As we moved into our entrées, I was excited to try the fried chicken ($16.95). Of course I was. You get four pieces-a breast, wing, leg and thigh. The chicken was fried really well—super crisp on the outside. I particularly enjoyed the dark meat pieces, as they were nice and juicy. The breast got a bit dry, as they often do. The biggest problem with the dish, and honestly most of our dishes, was it was under-seasoned. Add some seasoning into the breading mix and you could have some killer fried chicken. Heck, even salt helped (and our salt shaker made its rounds around our table several times). The entrées come with two sides and I enjoyed my sides of Indiana creme corn and mac and cheese. The mac had some texture to it, from actual cheese—again it wasn’t super seasoned, but would have been the perfect balance with the chicken if the chicken had been a little spicier. I liked the creme corn as well—had a nice crunch from corn and diced onions. Again, a sweet mild flavor, but tasty. As they were, I’d order both again.
My friend’s fried catfish was similar in its preparation. It was well cooked, the fish tender and the breading nice and crisp—it just needed more flavor. Because she had read too many reviews beforehand complaining about the lack of spice, she brought tobasco and garlic salt in her purse (that’s how she rolls). After the addition of these, that fish was pretty darn tasty! They just need to amp it up a bit themselves. The same was true of the order of fried green tomatoes ($5.95) we had as a side as well (it’s actually an app, but we wanted some on the side, so we ordered them with our dinner). Nice crunch, not much flavor in the crust. Also, the tomatoes were a little thick for my taste—I like ‘em a bit thinner so your ratio of crust to tomato is more balanced.

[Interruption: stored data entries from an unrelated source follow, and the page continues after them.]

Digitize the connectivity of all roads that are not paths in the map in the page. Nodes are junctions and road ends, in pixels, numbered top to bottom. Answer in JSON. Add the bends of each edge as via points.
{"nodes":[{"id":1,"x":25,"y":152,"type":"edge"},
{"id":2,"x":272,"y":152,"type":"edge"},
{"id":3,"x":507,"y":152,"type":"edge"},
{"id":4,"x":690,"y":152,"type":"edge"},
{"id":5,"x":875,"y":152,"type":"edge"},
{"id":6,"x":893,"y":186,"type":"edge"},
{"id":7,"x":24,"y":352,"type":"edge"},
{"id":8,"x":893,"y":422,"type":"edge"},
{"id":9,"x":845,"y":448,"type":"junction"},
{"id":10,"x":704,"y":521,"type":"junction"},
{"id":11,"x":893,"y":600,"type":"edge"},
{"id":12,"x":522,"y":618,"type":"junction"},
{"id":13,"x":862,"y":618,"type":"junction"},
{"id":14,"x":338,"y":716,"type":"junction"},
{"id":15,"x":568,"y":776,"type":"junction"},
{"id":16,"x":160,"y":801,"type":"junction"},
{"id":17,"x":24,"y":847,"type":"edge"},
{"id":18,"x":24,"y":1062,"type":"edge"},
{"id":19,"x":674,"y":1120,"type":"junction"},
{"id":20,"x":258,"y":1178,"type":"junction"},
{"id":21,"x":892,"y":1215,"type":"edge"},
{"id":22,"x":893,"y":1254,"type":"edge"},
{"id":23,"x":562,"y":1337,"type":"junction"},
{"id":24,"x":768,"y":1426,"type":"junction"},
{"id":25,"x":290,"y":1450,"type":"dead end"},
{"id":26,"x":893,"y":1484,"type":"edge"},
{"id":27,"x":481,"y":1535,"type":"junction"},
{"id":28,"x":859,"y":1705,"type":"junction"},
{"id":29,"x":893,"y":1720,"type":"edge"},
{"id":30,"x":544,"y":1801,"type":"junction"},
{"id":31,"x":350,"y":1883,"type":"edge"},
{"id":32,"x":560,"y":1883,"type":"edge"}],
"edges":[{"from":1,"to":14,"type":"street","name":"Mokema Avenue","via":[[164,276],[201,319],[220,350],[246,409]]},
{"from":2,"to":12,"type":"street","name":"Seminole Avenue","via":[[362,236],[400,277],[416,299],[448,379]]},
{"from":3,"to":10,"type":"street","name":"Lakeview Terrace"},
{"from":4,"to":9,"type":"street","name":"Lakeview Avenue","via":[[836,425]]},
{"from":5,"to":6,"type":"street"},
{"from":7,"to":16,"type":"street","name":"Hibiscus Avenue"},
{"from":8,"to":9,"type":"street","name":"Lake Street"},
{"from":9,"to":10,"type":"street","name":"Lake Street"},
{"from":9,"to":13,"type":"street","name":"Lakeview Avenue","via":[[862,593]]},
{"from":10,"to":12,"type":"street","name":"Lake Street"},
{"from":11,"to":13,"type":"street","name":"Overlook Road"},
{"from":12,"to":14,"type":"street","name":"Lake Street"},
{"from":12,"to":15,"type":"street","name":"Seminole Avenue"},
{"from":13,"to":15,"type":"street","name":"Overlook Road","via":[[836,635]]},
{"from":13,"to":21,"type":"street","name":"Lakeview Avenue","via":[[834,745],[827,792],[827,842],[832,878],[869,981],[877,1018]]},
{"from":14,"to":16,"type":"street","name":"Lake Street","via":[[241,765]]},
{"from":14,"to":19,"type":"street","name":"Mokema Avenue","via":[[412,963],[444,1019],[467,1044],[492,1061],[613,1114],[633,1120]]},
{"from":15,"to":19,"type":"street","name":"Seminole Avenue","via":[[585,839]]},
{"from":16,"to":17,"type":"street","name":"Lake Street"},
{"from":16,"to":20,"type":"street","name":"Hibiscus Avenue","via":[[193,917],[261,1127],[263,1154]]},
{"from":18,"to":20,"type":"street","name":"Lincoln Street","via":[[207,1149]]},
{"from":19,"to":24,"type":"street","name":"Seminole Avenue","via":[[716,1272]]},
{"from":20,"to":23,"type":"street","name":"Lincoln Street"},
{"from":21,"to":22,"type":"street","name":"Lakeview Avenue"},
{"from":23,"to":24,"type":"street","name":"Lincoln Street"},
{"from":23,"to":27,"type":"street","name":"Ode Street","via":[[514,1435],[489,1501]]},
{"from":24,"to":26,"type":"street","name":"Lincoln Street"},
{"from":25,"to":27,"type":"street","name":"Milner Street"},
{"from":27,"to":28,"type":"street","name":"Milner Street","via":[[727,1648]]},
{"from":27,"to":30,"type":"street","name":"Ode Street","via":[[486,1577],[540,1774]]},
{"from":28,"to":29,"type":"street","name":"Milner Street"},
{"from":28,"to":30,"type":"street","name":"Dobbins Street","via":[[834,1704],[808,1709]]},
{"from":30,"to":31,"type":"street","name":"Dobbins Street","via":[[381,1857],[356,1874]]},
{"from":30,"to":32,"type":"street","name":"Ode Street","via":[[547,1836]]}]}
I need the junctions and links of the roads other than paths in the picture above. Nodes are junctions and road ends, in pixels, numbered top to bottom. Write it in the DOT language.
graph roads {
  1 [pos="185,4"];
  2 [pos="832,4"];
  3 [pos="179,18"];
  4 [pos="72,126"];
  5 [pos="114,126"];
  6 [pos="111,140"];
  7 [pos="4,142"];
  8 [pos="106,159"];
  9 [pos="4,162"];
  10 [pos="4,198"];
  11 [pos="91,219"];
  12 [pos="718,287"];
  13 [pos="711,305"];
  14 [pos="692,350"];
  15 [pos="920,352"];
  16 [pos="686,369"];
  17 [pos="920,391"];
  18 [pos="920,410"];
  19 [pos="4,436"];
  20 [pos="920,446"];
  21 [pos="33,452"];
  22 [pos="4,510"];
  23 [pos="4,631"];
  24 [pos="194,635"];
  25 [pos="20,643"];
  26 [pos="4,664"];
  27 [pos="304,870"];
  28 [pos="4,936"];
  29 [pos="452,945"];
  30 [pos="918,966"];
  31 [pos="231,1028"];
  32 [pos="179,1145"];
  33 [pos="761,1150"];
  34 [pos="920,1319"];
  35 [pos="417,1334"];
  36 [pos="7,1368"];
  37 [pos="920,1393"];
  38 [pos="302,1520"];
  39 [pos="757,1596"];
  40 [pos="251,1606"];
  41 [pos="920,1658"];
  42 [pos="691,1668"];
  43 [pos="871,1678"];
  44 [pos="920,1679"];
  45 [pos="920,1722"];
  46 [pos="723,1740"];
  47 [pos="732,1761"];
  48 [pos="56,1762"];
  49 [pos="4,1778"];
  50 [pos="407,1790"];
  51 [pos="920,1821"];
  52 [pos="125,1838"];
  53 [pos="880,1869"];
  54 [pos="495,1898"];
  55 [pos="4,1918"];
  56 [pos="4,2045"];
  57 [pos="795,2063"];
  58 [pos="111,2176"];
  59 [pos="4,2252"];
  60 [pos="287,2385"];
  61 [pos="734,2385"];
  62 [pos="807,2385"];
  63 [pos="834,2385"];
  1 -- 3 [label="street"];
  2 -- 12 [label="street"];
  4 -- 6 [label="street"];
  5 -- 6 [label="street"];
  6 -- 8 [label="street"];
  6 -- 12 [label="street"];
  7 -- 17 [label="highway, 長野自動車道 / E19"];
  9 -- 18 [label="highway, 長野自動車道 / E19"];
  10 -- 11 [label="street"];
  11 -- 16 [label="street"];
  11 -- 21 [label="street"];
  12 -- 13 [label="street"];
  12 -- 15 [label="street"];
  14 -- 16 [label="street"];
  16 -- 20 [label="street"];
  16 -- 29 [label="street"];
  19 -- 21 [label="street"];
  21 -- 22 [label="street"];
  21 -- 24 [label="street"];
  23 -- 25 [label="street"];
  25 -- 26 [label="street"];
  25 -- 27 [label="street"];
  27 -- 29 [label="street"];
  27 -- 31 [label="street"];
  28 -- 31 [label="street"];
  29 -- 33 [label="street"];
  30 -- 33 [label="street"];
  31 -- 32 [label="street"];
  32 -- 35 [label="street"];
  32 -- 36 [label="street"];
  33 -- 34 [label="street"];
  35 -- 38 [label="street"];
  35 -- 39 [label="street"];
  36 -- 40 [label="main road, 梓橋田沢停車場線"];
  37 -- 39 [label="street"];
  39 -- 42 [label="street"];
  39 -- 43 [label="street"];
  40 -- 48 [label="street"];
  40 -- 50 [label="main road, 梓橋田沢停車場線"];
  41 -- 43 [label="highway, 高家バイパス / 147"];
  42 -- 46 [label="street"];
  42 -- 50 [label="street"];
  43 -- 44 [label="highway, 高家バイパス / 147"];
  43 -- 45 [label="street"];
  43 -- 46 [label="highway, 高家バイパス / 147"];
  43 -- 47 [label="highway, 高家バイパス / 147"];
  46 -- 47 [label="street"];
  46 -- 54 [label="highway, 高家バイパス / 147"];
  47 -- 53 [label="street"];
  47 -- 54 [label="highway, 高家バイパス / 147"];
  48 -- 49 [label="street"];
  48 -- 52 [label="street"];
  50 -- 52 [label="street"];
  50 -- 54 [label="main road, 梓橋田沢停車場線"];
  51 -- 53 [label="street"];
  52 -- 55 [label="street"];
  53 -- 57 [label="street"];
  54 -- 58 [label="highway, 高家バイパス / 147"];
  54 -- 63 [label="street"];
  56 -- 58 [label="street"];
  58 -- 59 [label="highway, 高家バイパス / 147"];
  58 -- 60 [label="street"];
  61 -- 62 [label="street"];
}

Hubby ordered the fried bologna sandwich ($8.95) and he really, really liked it. It had a lot of good stuff on it—some more fried green tomatoes, and lime aioli. There were also some greens on there. Nice variation in texture and flavors—I liked the crunch of the tomatoes with the slightly crisped bologna and the tangy aioli. This might have been the best thing we had as an entrée overall. The sandwiches come with one side and hubby got onion rings—these were more of the onion string variety, which I like a fair amount. I can’t say these seemed house made and were similar to those you could get anywhere.
Overall, I think Georgia Reese’s has potential. It obviously is drawing a large crowd (a bit too large perhaps) and I like the vibe of the place. They have live music on the weekends that started while we were there and was nice. You could hear it without it being so loud you couldn’t talk. The place has definitely got a buzz to it. I think the foundation of the food is mostly good—they just need to loosen up with seasonings—everything was pretty universally under-seasoned (even salt would help). If they do this (and take the oysters off the menu or else keep them fresher), as well as figure out their reservations issues, this could be a really great place to get a southern meal in an upscale atmosphere, which is something Indy doesn’t really have. Also they do a big weekend brunch, which is a nice addition as well. I would love to hear what you guys think if you have been there.